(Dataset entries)
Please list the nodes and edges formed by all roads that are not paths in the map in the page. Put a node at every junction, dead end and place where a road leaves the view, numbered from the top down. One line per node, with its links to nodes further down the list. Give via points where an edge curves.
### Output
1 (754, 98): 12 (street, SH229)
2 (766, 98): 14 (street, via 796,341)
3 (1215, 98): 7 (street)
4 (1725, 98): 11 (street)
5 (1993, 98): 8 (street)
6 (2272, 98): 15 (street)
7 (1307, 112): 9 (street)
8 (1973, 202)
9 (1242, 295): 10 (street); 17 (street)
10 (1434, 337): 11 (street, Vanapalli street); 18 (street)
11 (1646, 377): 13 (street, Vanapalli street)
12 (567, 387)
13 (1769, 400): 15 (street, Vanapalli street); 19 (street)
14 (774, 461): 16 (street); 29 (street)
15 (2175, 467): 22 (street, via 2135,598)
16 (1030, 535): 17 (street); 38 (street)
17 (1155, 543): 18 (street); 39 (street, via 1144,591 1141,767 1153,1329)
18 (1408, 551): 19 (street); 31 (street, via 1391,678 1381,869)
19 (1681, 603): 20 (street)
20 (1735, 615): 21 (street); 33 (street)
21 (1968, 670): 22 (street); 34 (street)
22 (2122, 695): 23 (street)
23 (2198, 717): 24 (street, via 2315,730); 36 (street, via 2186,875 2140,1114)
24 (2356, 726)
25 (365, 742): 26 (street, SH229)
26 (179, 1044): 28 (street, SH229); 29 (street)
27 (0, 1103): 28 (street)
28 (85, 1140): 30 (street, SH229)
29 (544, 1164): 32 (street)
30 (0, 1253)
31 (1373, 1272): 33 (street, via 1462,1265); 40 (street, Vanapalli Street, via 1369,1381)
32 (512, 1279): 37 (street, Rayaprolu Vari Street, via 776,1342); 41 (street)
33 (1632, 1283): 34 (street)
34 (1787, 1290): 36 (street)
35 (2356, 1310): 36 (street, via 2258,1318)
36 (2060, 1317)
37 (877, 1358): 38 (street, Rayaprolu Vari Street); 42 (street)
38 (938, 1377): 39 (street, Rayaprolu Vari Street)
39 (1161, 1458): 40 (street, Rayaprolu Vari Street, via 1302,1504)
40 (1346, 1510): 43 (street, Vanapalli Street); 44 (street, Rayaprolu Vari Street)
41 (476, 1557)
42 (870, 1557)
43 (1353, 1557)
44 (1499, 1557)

What the task asks:
Set every entry down once more, exactly as written above.

Reply:
Please list the nodes and edges formed by all roads that are not paths in the map in the page. Put a node at every junction, dead end and place where a road leaves the view, numbered from the top down. One line per node, with its links to nodes further down the list. Give via points where an edge curves.
### Output
1 (754, 98): 12 (street, SH229)
2 (766, 98): 14 (street, via 796,341)
3 (1215, 98): 7 (street)
4 (1725, 98): 11 (street)
5 (1993, 98): 8 (street)
6 (2272, 98): 15 (street)
7 (1307, 112): 9 (street)
8 (1973, 202)
9 (1242, 295): 10 (street); 17 (street)
10 (1434, 337): 11 (street, Vanapalli street); 18 (street)
11 (1646, 377): 13 (street, Vanapalli street)
12 (567, 387)
13 (1769, 400): 15 (street, Vanapalli street); 19 (street)
14 (774, 461): 16 (street); 29 (street)
15 (2175, 467): 22 (street, via 2135,598)
16 (1030, 535): 17 (street); 38 (street)
17 (1155, 543): 18 (street); 39 (street, via 1144,591 1141,767 1153,1329)
18 (1408, 551): 19 (street); 31 (street, via 1391,678 1381,869)
19 (1681, 603): 20 (street)
20 (1735, 615): 21 (street); 33 (street)
21 (1968, 670): 22 (street); 34 (street)
22 (2122, 695): 23 (street)
23 (2198, 717): 24 (street, via 2315,730); 36 (street, via 2186,875 2140,1114)
24 (2356, 726)
25 (365, 742): 26 (street, SH229)
26 (179, 1044): 28 (street, SH229); 29 (street)
27 (0, 1103): 28 (street)
28 (85, 1140): 30 (street, SH229)
29 (544, 1164): 32 (street)
30 (0, 1253)
31 (1373, 1272): 33 (street, via 1462,1265); 40 (street, Vanapalli Street, via 1369,1381)
32 (512, 1279): 37 (street, Rayaprolu Vari Street, via 776,1342); 41 (street)
33 (1632, 1283): 34 (street)
34 (1787, 1290): 36 (street)
35 (2356, 1310): 36 (street, via 2258,1318)
36 (2060, 1317)
37 (877, 1358): 38 (street, Rayaprolu Vari Street); 42 (street)
38 (938, 1377): 39 (street, Rayaprolu Vari Street)
39 (1161, 1458): 40 (street, Rayaprolu Vari Street, via 1302,1504)
40 (1346, 1510): 43 (street, Vanapalli Street); 44 (street, Rayaprolu Vari Street)
41 (476, 1557)
42 (870, 1557)
43 (1353, 1557)
44 (1499, 1557)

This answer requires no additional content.